Los sábados por la mañana, al momento en que escucho los ruidos de la construcción, comienzo a relamerme. El sonido lejano de los martillos sobre el hormigón me da la señal de salida. Cada vez, le añado más a la ceremonia: salgo a la piscina con apenas algo de ropa, camino como un gato sorbiendo mi piña colada y me desvisto lentamente. Juego con mi pelo, echo la cabeza hacia atrás y me expongo para que ellos, que son mi público, me vean encendida, como quiero que me vean.
Para darles tiempo a que lleguen, uno a uno, reventando de ganas, me acaricio suavemente los pezones con el vaso helado, mientras miro como aparecen los obreros en los andamios de la construcción de enfrente. Abro las piernas y sus ojos me penetran.

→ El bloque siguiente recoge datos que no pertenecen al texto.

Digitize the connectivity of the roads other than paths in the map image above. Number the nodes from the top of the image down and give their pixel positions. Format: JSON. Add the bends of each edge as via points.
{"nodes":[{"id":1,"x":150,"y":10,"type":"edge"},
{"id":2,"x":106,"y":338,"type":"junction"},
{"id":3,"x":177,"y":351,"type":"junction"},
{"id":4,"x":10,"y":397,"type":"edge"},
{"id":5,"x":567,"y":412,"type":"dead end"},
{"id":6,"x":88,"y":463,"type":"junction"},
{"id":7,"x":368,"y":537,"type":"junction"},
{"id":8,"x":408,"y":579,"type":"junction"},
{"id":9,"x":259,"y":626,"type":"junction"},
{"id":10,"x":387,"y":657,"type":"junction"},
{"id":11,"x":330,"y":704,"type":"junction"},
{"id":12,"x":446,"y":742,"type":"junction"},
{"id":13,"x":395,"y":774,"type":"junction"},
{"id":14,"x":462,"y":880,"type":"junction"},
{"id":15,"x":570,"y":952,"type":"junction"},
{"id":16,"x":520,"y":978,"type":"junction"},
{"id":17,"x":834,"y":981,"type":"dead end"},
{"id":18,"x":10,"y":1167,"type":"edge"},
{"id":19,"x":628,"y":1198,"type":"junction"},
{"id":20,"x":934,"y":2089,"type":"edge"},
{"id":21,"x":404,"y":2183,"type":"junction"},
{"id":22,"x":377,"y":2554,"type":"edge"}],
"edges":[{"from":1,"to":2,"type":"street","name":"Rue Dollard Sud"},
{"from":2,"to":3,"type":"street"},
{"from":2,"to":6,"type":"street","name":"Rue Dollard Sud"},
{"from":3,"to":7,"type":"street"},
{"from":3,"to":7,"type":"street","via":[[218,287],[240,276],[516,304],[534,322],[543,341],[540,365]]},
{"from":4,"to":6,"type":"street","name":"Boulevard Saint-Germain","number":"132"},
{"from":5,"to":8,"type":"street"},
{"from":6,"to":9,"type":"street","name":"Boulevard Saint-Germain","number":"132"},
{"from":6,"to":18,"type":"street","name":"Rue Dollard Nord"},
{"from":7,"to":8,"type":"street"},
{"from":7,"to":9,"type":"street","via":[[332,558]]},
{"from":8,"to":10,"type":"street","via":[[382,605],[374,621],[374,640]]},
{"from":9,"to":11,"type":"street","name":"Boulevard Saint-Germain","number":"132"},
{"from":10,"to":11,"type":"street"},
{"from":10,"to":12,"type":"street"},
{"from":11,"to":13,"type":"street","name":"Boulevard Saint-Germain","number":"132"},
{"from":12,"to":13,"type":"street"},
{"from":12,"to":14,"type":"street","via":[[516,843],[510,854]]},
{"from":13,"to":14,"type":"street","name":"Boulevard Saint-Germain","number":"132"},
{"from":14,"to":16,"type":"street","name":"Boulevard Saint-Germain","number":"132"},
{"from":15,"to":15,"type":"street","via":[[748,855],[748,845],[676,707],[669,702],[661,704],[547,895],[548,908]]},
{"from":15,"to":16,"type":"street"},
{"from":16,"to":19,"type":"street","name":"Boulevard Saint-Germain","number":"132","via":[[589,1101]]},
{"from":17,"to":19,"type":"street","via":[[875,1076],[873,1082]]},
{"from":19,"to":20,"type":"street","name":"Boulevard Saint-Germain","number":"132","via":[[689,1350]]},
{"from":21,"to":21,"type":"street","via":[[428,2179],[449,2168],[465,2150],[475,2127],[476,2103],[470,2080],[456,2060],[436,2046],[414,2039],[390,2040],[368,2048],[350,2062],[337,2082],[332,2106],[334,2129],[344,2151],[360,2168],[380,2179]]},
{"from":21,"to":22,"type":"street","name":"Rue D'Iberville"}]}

Entonces, me sumerjo desnuda por un rato en la piscina, sin dejar de mirarlos, para dar tiempo a que venga el resto.
Cuando emerjo, noto que los sonidos se hacen escasos porque ya ninguno quiere trabajar, solo observarme mientras escojo a uno. Uno a quien mirar de frente, un elegido a quien desvestir con la mirada. Uno a quien, ese sábado, le dedico mi cuerpo, que late por todos esos hombres que me miran, mis hombres. Tengo mil ojos recorriéndome, entrando por la hendidura de mi culo, cuando me agacho a recoger la toalla y me abro de piernas. Me ofrezco toda desde atrás, me abro entera como una flor púrpura hecha agua, mientras imagino que mi elegido me monta sin mediar palabra, y me da azotes con sus manos fuertes y callosas, ante las miradas atónitas de quienes no me podrán tener jamás.
Tengo sus ojos sobre mí y siento que mis pezones van a estallar, que mis jugos se hacen infinitos, que mi piel late entera, que mi clítoris se dilata y se expande. Mis manos me encuentran y me siguen buscando cada vez más rápido y, entre mis piernas, puedo verlos con los pantalones a reventar, con sus bestias queriendo salir. Se tocan, se masturban con las bocas entreabiertas, porque es la primera vez que una hembra los calla, y no al revés. Hasta aquí puedo oler lo agrio de su sexo. Miren lo que les hago, son míos y yo no soy de nadie, les grito mientras exploto y mi entrepierna se inunda de un jugo tibio y perfumado que lleva el nombre de cada uno de mis hombres, que miran atónitos cómo llego al orgasmo cada sábado, cuando mis gemidos se hacen tan intensos que se oye el eco en toda la construcción.